Only one portion of the data is to be written out: from the line bearing "display:flex; align-items:center; gap:14px;" through the line bearing "text-anchor:middle; stroke-width:4; stroke-linejoin:round;". Write it exactly as it appears.

Stored data:
-- -- --
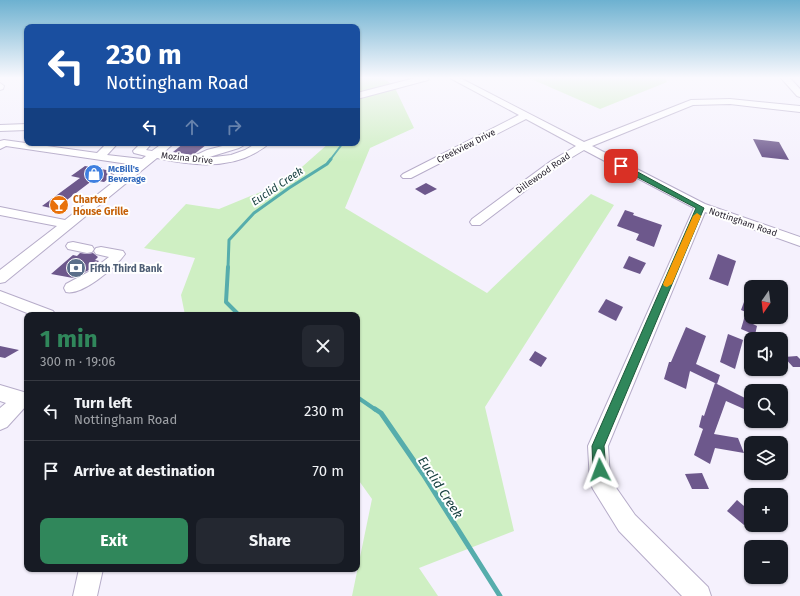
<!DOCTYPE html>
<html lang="en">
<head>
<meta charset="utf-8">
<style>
	:root { --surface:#171b24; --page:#242831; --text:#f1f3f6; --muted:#9ea1a6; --line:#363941; --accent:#30875b }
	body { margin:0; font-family:"Fira Sans",sans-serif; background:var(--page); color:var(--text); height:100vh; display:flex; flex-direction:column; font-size:15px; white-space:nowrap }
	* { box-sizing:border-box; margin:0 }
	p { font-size:13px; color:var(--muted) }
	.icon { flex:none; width:22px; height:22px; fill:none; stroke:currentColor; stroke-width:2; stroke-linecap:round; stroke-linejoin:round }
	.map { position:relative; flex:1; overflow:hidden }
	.sheet { position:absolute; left:24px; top:312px; width:336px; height:260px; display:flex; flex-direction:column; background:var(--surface); border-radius:8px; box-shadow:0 1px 3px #0004 }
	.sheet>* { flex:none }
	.top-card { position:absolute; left:24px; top:24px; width:336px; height:122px; border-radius:8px; box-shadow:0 1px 3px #0004; background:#1a4fa0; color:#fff; overflow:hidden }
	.needle { width:26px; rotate:194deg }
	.tools { position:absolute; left:744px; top:280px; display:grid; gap:8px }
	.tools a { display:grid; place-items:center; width:44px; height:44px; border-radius:8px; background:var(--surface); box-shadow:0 1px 3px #0004; font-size:20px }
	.pin { position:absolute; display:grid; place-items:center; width:34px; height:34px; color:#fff; margin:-17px; border-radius:8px; box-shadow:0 2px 6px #0006 }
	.me { position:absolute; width:44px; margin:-22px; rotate:357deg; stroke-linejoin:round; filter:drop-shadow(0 0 3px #0008) }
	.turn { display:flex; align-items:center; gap:14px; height:84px; padding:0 16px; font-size:18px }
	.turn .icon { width:52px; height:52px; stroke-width:2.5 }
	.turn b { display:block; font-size:28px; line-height:34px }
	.lanes { display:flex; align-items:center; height:38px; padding:0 16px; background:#0003; justify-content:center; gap:20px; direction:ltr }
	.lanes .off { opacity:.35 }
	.round { display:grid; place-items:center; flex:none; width:42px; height:42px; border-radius:8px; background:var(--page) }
	.head { display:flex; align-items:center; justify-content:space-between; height:68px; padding:0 16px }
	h1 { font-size:24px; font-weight:700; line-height:30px; color:var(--accent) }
	.primary-button { display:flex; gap:8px; margin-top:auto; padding:8px 16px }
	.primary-button a { flex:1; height:46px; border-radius:8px; background:var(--accent); color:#fff; font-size:16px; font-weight:700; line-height:46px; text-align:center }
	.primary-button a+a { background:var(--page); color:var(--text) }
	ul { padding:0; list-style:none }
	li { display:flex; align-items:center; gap:12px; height:60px; padding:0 16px; border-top:1px solid var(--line) }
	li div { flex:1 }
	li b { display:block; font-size:15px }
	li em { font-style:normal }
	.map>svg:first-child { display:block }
	.green { fill:#cfefc3 }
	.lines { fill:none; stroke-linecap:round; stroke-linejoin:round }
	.stream-far3 { stroke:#56adac; stroke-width:2 }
	.stream-far2 { stroke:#56adac; stroke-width:3 }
	.stream-far1 { stroke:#56adac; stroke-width:4 }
	.stream { stroke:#56adac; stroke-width:5 }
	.building { fill:#6d588c }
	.minor-casing { stroke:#b6acc9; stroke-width:2 }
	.minor { fill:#fff; fill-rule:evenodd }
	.route { fill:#30875b; stroke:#1f583b }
	.slow { fill:#f59e0b }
	.labels { text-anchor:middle; stroke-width:4; stroke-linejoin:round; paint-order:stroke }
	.far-street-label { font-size:9px; fill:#2b2632; stroke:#fff }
	.far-shop-label { font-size:9px; font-weight:bold; fill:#366cbe; stroke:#fff; text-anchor:start }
	.food-label { font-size:10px; font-weight:bold; fill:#c56008; stroke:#fff; text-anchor:start }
	.service-label { font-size:10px; font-weight:bold; fill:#4e5e75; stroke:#fff; text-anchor:start }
	.water-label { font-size:11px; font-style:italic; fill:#184141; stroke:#fff }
	.near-water-label { font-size:13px; font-style:italic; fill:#184141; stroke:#fff }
</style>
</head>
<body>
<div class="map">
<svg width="800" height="596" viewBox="0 0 800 596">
	<rect width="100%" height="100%" fill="#f5f1fd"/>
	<g class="green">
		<path d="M 357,78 L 383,78 L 394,86 L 414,128 L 370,148 L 345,208 L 487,293 L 591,194 L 614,205 L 485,407 L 514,531 L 419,568 L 438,596 L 352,596 L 372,499 L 357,478 L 357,315 L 185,315 L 181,295 L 195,258 L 144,248 L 186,204 L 219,209 L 285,182 L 329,143 L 357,143 Z"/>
		<path d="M 529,78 L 665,78 L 667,82 L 600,109 Z"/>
	</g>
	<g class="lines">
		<path class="stream-far3" d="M 330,160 L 343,143"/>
		<path class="stream-far2" d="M 228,268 L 229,240 L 254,213 L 289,188 L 327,164 L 331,159"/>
		<g class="stream-far1">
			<path d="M 228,267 L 226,302 L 239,315"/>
			<path d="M 357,397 L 376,410"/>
		</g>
		<path class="stream" d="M 375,409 L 381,413 L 423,474 L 500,596"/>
	</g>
	<g class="building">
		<path d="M 753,139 L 779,142 L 789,160 L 762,157 Z"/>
		<path d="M 184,143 L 187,143 L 206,145 L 193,155 L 173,152 Z"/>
		<path d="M 85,166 L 117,172 L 104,182 L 93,180 L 55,209 L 42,206 L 80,178 L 71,176 Z"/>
		<path d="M 426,183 L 437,189 L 425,195 L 415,189 Z"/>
		<path d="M 625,210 L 634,213 L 633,215 L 662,225 L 654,247 L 636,240 L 639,234 L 617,226 Z"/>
		<path d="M 80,253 L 87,254 L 93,253 L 98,257 L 95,260 L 99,261 L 91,269 L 73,278 L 51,274 L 73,255 L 77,256 Z"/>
		<path d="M 718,254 L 736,261 L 728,286 L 709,279 Z"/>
		<path d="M 629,256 L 646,263 L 640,274 L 623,268 Z"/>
		<path d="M 750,286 L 751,286 L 751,323 L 757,326 L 755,335 L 741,329 L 746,312 L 741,310 Z"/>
		<path d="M 606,299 L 623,307 L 616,321 L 598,312 Z"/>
		<path d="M 686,327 L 706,336 L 696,364 L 720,375 L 717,384 L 690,371 L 686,389 L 664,379 L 669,362 L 671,362 Z"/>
		<path d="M 728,334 L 743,340 L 735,369 L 720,362 Z"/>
		<path d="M 0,346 L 19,350 L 5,358 L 0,357 Z"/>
		<path d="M 535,351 L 547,358 L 541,367 L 529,360 Z"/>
		<path d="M 797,356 L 800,359 L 800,367 L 793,367 L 784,357 Z"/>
		<path d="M 715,383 L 747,399 L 744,409 L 726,401 L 714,434 L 738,438 L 744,453 L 715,448 L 710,464 L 694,455 L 703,429 L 699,427 L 702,415 L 704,416 Z"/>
		<path d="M 702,473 L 709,489 L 692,489 L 685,474 Z"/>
		<path d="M 737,500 L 751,512 L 751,516 L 744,525 L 727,511 Z"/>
	</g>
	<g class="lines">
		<defs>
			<g id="minor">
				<path d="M 415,78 L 429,78 L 428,80 L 357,99 L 357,93 Z"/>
				<path d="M 450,78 L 460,78 L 584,142 L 691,100 L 730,99 L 800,106 L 800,112 L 730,104 L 693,105 L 592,146 L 705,204 L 800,237 L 800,246 L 705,212 L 608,446 L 610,479 L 635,515 L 708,587 L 711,596 L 682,596 L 619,531 L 593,489 L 590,482 L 588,446 L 694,208 L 584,150 L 559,165 L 480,225 L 472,225 L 470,222 L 472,219 L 551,161 L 576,146 L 526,119 L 411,178 L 403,178 L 401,176 L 403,174 L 519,115 Z"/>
				<path d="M 781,78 L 790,78 L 800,89 L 800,97 L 797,96 Z"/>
				<path d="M 0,83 L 4,86 L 3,89 L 0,90 Z"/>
				<path d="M 27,124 L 27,130 L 0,131 L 0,125 Z"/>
				<path d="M 4,140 L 97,153 L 107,143 L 118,143 L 107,155 L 142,159 L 146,156 L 134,153 L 133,151 L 141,143 L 152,143 L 146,150 L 152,151 L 163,143 L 174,143 L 163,153 L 192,157 L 207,150 L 234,143 L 246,144 L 239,148 L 206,158 L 231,155 L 245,150 L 257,143 L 269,143 C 266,147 261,149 257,152 C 227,170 189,165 157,158 L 5,282 L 0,283 L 0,270 L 57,226 L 0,215 L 0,207 L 65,220 L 135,165 L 6,146 L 0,149 L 0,141 Z"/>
				<path d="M 73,242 L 92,246 L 94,249 L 92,252 L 87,253 L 68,249 L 66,246 L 68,243 Z"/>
				<path d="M 101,247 L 123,251 L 125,254 C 116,267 82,296 66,292 L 64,288 L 66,284 L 92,270 L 109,257 L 96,254 L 94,251 L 96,248 Z"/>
				<path d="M 0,291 L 53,311 L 56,315 L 32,315 L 0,302 Z"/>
				<path d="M 0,385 L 27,393 L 27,405 L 7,427 L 0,430 L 0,408 L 6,403 L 0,401 Z"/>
				<path d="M 79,569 L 103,569 L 97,596 L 73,596 Z"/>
			</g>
		</defs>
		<use href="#minor" class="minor-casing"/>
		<use href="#minor" class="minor"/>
	</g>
	<linearGradient id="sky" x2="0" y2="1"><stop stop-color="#6db1d0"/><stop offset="0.48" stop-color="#faf9fe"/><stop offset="1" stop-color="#faf9fe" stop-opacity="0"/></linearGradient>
	<rect width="800" height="162" fill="url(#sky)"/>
	<path class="route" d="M 618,164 L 623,164 L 704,208 L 604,446 L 606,470 L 604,474 L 600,476 L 595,474 L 593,470 L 592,446 L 696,208 L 618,167 Z"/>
	<path class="slow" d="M 697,213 L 701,216 L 672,284 L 667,287 L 664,286 L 663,284 L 693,216 Z"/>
	<defs>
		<symbol id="shop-disc" viewBox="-11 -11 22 22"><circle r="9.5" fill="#3f7fe0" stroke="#fff"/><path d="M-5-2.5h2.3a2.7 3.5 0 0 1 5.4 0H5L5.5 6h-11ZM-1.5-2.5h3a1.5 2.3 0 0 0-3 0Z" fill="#fff"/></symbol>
		<symbol id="bar-disc" viewBox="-11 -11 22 22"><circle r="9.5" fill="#e8710a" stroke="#fff"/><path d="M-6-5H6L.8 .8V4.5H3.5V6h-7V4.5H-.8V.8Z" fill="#fff"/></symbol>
		<symbol id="bank-disc" viewBox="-11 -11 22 22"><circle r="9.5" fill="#5c6f8a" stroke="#fff"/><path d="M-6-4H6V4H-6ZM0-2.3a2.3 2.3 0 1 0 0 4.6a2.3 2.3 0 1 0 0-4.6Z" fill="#fff"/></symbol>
	</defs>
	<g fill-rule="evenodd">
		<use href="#shop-disc" x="83" y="163" width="22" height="22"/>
		<use href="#bar-disc" x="48" y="194" width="22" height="22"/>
		<use href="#bank-disc" x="65" y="257" width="22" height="22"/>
	</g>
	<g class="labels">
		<g class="far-street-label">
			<text transform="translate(466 146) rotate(-27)" y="3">Creekview Drive</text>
			<text transform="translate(187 158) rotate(6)" y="3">Mozina Drive</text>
			<text transform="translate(543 173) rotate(-35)" y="3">Dillewood Road</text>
			<text transform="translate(743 222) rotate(19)" y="3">Nottingham Road</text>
		</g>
		<g class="far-shop-label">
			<text x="108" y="172">McBill's<tspan x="108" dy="10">Beverage</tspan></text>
		</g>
		<g class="food-label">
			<text x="73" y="203">Charter<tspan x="73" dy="12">House Grille</tspan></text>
		</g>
		<g class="service-label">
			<text x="90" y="272">Fifth Third Bank</text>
		</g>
		<g class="water-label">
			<text transform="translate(277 186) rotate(-34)" y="4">Euclid Creek</text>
		</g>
		<g class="near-water-label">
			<text transform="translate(441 487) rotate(57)" y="5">Euclid Creek</text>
		</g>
	</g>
</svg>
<div class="tools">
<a><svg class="needle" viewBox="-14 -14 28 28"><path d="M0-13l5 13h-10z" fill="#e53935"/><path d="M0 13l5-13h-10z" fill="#9ea1a6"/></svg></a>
<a><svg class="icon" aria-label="sound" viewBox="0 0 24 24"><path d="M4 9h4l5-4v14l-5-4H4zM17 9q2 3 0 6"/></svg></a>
<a><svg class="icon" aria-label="search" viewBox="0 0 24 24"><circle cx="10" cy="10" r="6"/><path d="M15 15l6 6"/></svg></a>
<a><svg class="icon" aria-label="layers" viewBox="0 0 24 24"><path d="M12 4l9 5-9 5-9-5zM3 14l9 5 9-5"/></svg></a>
<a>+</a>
<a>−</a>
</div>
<div class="pin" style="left:621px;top:166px;background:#d93025"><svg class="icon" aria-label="arrive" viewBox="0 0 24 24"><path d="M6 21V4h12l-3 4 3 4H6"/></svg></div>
<svg class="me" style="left:600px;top:470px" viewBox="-20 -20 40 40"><path d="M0-17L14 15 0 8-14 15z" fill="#30875b" stroke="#fff" stroke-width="4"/></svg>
<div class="top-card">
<div class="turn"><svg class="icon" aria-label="left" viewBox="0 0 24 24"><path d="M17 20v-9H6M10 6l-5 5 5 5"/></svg><div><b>230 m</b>Nottingham Road</div></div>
<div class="lanes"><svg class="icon" aria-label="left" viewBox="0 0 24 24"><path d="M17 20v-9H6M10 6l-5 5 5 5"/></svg><svg class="icon off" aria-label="ahead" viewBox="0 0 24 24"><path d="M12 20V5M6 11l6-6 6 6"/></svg><svg class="icon off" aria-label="right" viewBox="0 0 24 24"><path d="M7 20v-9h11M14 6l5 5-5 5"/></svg></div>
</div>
<section class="sheet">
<div class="head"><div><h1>1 min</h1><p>300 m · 19:06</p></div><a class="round"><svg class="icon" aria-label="close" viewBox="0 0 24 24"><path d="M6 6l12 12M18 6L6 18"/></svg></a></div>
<ul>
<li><svg class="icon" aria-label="left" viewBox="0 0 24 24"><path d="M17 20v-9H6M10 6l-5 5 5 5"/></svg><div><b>Turn left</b><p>Nottingham Road</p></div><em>230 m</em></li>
<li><svg class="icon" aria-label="arrive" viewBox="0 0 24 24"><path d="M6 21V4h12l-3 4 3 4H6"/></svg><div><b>Arrive at destination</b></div><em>70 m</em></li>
</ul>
<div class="primary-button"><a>Exit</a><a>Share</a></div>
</section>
</div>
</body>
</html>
-- -- --
▸ TASK OUTPUT:
	.turn { display:flex; align-items:center; gap:14px; height:84px; padding:0 16px; font-size:18px }
	.turn .icon { width:52px; height:52px; stroke-width:2.5 }
	.turn b { display:block; font-size:28px; line-height:34px }
	.lanes { display:flex; align-items:center; height:38px; padding:0 16px; background:#0003; justify-content:center; gap:20px; direction:ltr }
	.lanes .off { opacity:.35 }
	.round { display:grid; place-items:center; flex:none; width:42px; height:42px; border-radius:8px; background:var(--page) }
	.head { display:flex; align-items:center; justify-content:space-between; height:68px; padding:0 16px }
	h1 { font-size:24px; font-weight:700; line-height:30px; color:var(--accent) }
	.primary-button { display:flex; gap:8px; margin-top:auto; padding:8px 16px }
	.primary-button a { flex:1; height:46px; border-radius:8px; background:var(--accent); color:#fff; font-size:16px; font-weight:700; line-height:46px; text-align:center }
	.primary-button a+a { background:var(--page); color:var(--text) }
	ul { padding:0; list-style:none }
	li { display:flex; align-items:center; gap:12px; height:60px; padding:0 16px; border-top:1px solid var(--line) }
	li div { flex:1 }
	li b { display:block; font-size:15px }
	li em { font-style:normal }
	.map>svg:first-child { display:block }
	.green { fill:#cfefc3 }
	.lines { fill:none; stroke-linecap:round; stroke-linejoin:round }
	.stream-far3 { stroke:#56adac; stroke-width:2 }
	.stream-far2 { stroke:#56adac; stroke-width:3 }
	.stream-far1 { stroke:#56adac; stroke-width:4 }
	.stream { stroke:#56adac; stroke-width:5 }
	.building { fill:#6d588c }
	.minor-casing { stroke:#b6acc9; stroke-width:2 }
	.minor { fill:#fff; fill-rule:evenodd }
	.route { fill:#30875b; stroke:#1f583b }
	.slow { fill:#f59e0b }
	.labels { text-anchor:middle; stroke-width:4; stroke-linejoin:round; paint-order:stroke }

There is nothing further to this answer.